BROWN, C. Bond, C., concurs in the result. WOODSON, J., concurring.

OPINION

BROWN, C.

This cause is certified to this court from the St. Louis Court of Appeals because one of the judges of that court sitting therein deems its decision contrary to the decision of this court in the case of Loth v. Columbia Theatre Co., 197 Mo. 328, 94 S.W. 847. The opinion of the St. Louis Court of Appeals as well as the dissenting opinion of Nortoni, J., is found in volume 134 of the Missouri Appeal Reports at page 121 and following. The judgment at the trial was for the plaintiff. It was reversed by the decision of the Court of Appeals.

The action is for damages suffered by plaintiff on account of personal injuries. The defendants were partners, doing a large retail dry goods business in a building of which they were tenants in possession, situated at the southwest corner of Washington avenue and Broadway, two of the most traveled streets in the city of St. Louis. Scott & Wolf Painting Company had a contract to paint, put up and remove all signs used by them. At the time of the accident, January 12, 1907, there was a muslin sign stretched on a wooden frame about twelve feet long and five feet wide, tacked over the water table above the first story of the defendants' building, on which was painted some advertisement relating to their business. It having served its purpose, they had telephoned the Scott & Wolff Painting Company to take it down. The company sent two men for that purpose with two ladders, one of them fourteen feet and the other sixteen feet in length, which they set up against the building so that they stood on the sidewalk about five feet from the wall, and went up to draw the nails from the sign so that it could be handed down. One of the men, in extracting a nail, misjudged the amount of force necessary for that purpose, and the nail unexpectedly gave way, causing him to lose his balance, and he fell upon the plaintiff, who was then passing along the sidewalk near the foot of the ladder, inflicting the injuries for which this suit is brought. The method adopted for removing the sign by the use of the ladder resting upon the sidewalk was a usual one.
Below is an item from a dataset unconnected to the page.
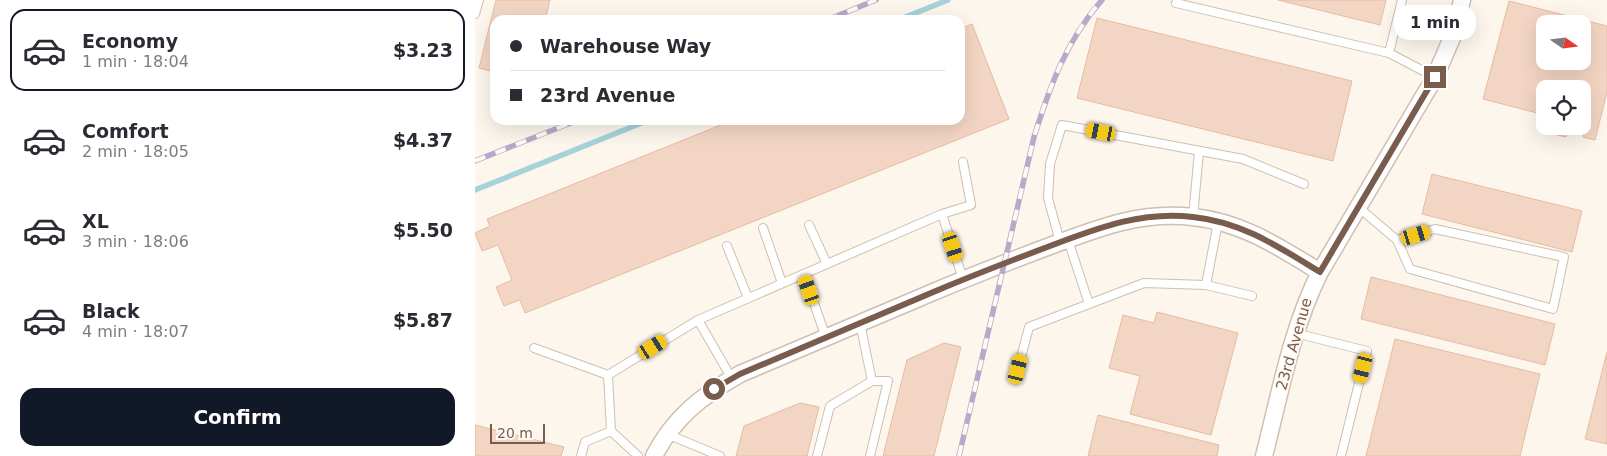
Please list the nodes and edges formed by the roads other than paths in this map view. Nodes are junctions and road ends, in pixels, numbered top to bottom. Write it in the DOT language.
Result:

The petition upon which the case was tried contains two counts upon the same injury. The first alleges that the ladder was, by the men working upon it, negligently permitted to fall, and that either the ladder or the man who was working on it fell onto and against the plaintiff. The second count charges that the "use of said street and sidewalk by the defendants under the circumstances mentioned was negligent and wrongful, and constituted a nuisance, and that it was defendants' duty to have protected plaintiff in his rightful use of said public sidewalk at the time in question, and that by reason of such negligent and wrongful use of the public sidewalk and street, and the breach of said duty by the defendants at the time and place in question, plaintiff sustained the injuries mentioned." The trial court being very properly of the opinion that upon the facts stated there was no question to submit to the jury other than the assessment of damages, peremptorily instructed them that their finding must be for the plaintiff and against the defendants. The propriety of this instruction and the refusal of a peremptory instruction in their favor asked by defendants, fully present the only questions in the case.

The plaintiff in the two counts of his petition presents two separate phases upon either of which he might predicate his right to recover. (1) Negligence of the workman who fell upon him in causing the ladder to fall, and (2) negligence of the defendants in causing or permitting the work in question to be done in the time and manner indicated in the statement. We will for convenience present these questions in inverse order to that in which we have stated them.

I. It being admitted that "the work of removing the sign necessitated the occupancy of the sidewalk with ladders," the question is presented whether or not the defendants in directing the work to be done violated or infringed upon any right of the plaintiff as a traveler upon the street. The abutting proprietor has a right in the use of the street entirely distinct from that of the public. This is usually denominated "the easement of access," and constitutes the real foundation and consideration for those special burdens imposed upon them for the construction and improvement of such highways. This right is as much property as the land to which it pertains, and the Legislature can no more deprive a man of one than the other without compensation. [Lackland v. Railroad, 31 Mo. 180.] It has its foundation in a universal necessity, for of what public benefit would highways be unless in connection with the right of ingress and egress for the purpose of the traffic for which they are designed? It is true that the exercise of this right is, like the exercise of the right of the public to travel on...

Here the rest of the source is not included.